Las aguas residuales de las plantas de lavado de arena contienen una elevada proporción de sedimentos. Si se vertieran directamente, el importante contenido de arena tendría un grave impacto en los ríos. En consecuencia, esto causaría un daño considerable al medio ambiente. Sin embargo, el uso de la arena es inevitable en nuestra vida cotidiana; es indispensable para la construcción de edificios. Por lo tanto, con el fin de proteger el medio ambiente de nuestro país, los vertidos deben cumplir las normas reglamentarias antes de ser liberados, contribuyendo así a crear un entorno mejor. La depuración de las aguas residuales de las plantas de lavado de arena también reviste una importancia capital. Para el tratamiento de las aguas residuales de las plantas de lavado de arena se utilizan floculantes. Un floculante de uso común para la arena fina es la poliacrilamida aniónica (PAM), un polímero inorgánico de gran eficacia. Este producto químico contiene moléculas de alto peso molecular que se agrupan en grandes flóculos. Adsorbe rápidamente las partículas en suspensión presentes en las aguas residuales. Las partículas forman flóculos más grandes mediante puentes electrostáticos, lo que finalmente conduce a la sedimentación y permite purificar el agua. Si se utilizan cloruro de polialuminio y poliacrilamida en combinación, el proceso se vuelve más eficaz y ofrece mejores propiedades de deshidratación.

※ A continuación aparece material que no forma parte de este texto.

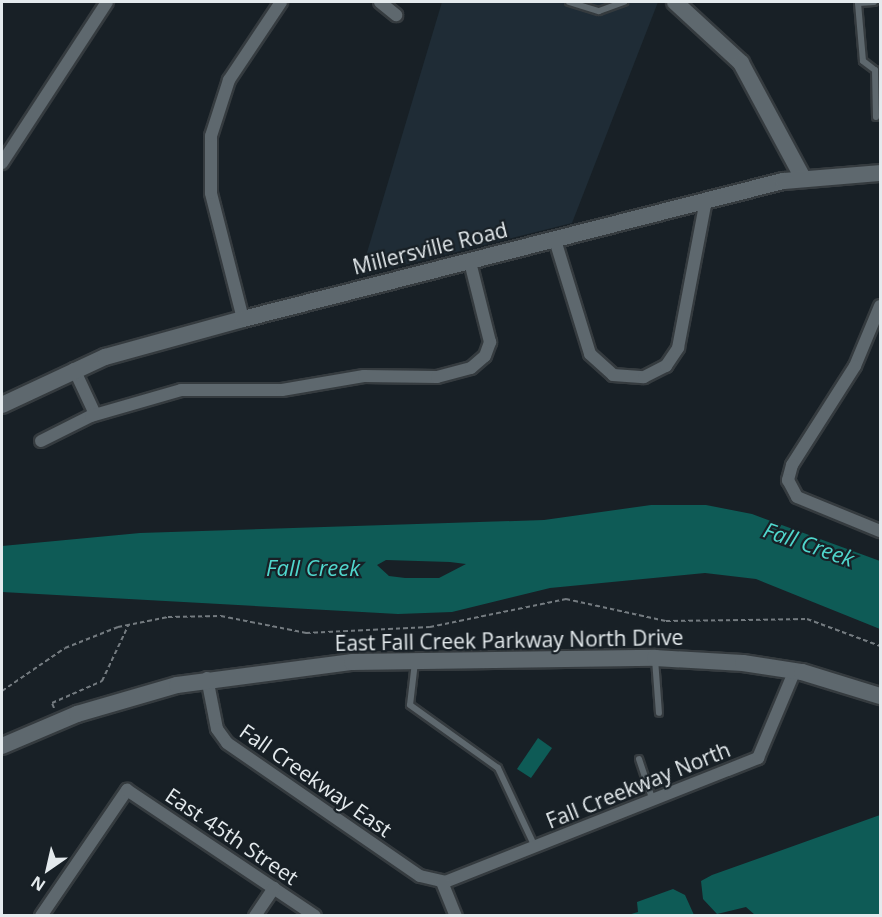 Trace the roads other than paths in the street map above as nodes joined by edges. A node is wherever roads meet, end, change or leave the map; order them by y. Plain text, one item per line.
1 (106, 2) edge
2 (281, 2) edge
3 (380, 2) edge
4 (569, 2) edge
5 (624, 2) edge
6 (675, 2) edge
7 (858, 2) edge
8 (874, 2) edge
9 (396, 15) dead end
10 (876, 117) dead end
11 (2, 163) edge
12 (880, 172) edge
13 (803, 178) junction
14 (706, 200) junction
15 (555, 240) junction
16 (470, 262) junction
17 (880, 306) edge
18 (243, 319) junction
19 (74, 369) junction
20 (2, 405) edge
21 (95, 414) junction
22 (41, 441) dead end
23 (880, 531) edge
24 (655, 658) junction
25 (416, 659) junction
26 (795, 670) junction
27 (207, 678) junction
28 (880, 696) edge
29 (659, 713) dead end
30 (2, 746) edge
31 (639, 759) dead end
32 (652, 798) junction
33 (535, 847) junction
34 (442, 882) junction
35 (274, 888) junction
36 (41, 915) edge
37 (255, 915) edge
38 (315, 915) edge
39 (456, 915) edge

1 - 11 street
2 - 18 street
3 - 9 street
4 - 5 lane
6 - 13 street
7 - 8 lane
7 - 10 lane
12 - 13 street, Millersville Road
13 - 14 street, Millersville Road
14 - 15 street, Millersville Road
14 - 15 street
15 - 16 street, Millersville Road
16 - 18 street, Millersville Road
16 - 21 street
17 - 23 street
18 - 19 street, Millersville Road
19 - 20 street, Millersville Road
19 - 21 street
21 - 22 street
24 - 25 street, East Fall Creek Parkway North Drive
24 - 26 street, East Fall Creek Parkway North Drive
24 - 29 lane
25 - 27 street, East Fall Creek Parkway North Drive
25 - 33 lane
26 - 28 street, East Fall Creek Parkway North Drive
26 - 32 street, Fall Creekway North
27 - 30 street, East Fall Creek Parkway North Drive
27 - 34 street, Fall Creekway East
31 - 32 lane
32 - 33 street, Fall Creekway North
33 - 34 street, Fall Creekway North
34 - 39 street
35 - 36 street, East 45th Street
35 - 37 street
35 - 38 street, East 45th Street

Productos químicos utilizados:
Poliacrilamida, cloruro de polialuminio
Proceso de tratamiento del agua: En primer lugar, se toma una muestra de las aguas residuales de la planta de lavado de arena. Se realiza una prueba en vaso de precipitados en un laboratorio profesional para determinar la dosis correcta de los productos químicos para el tratamiento del agua. A continuación, se prepara una solución con una concentración del 0,2 % al 0,3 %. Para ello se puede utilizar agua corriente del grifo. A continuación, la solución se añade a las aguas residuales. Es esencial agitar de forma continua y uniforme para garantizar una disolución completa. Este proceso debe prolongarse durante al menos una hora. El tanque de reacción debe supervisarse continuamente y la dosificación debe ajustarse según sea necesario para garantizar unos resultados óptimos en la purificación del agua.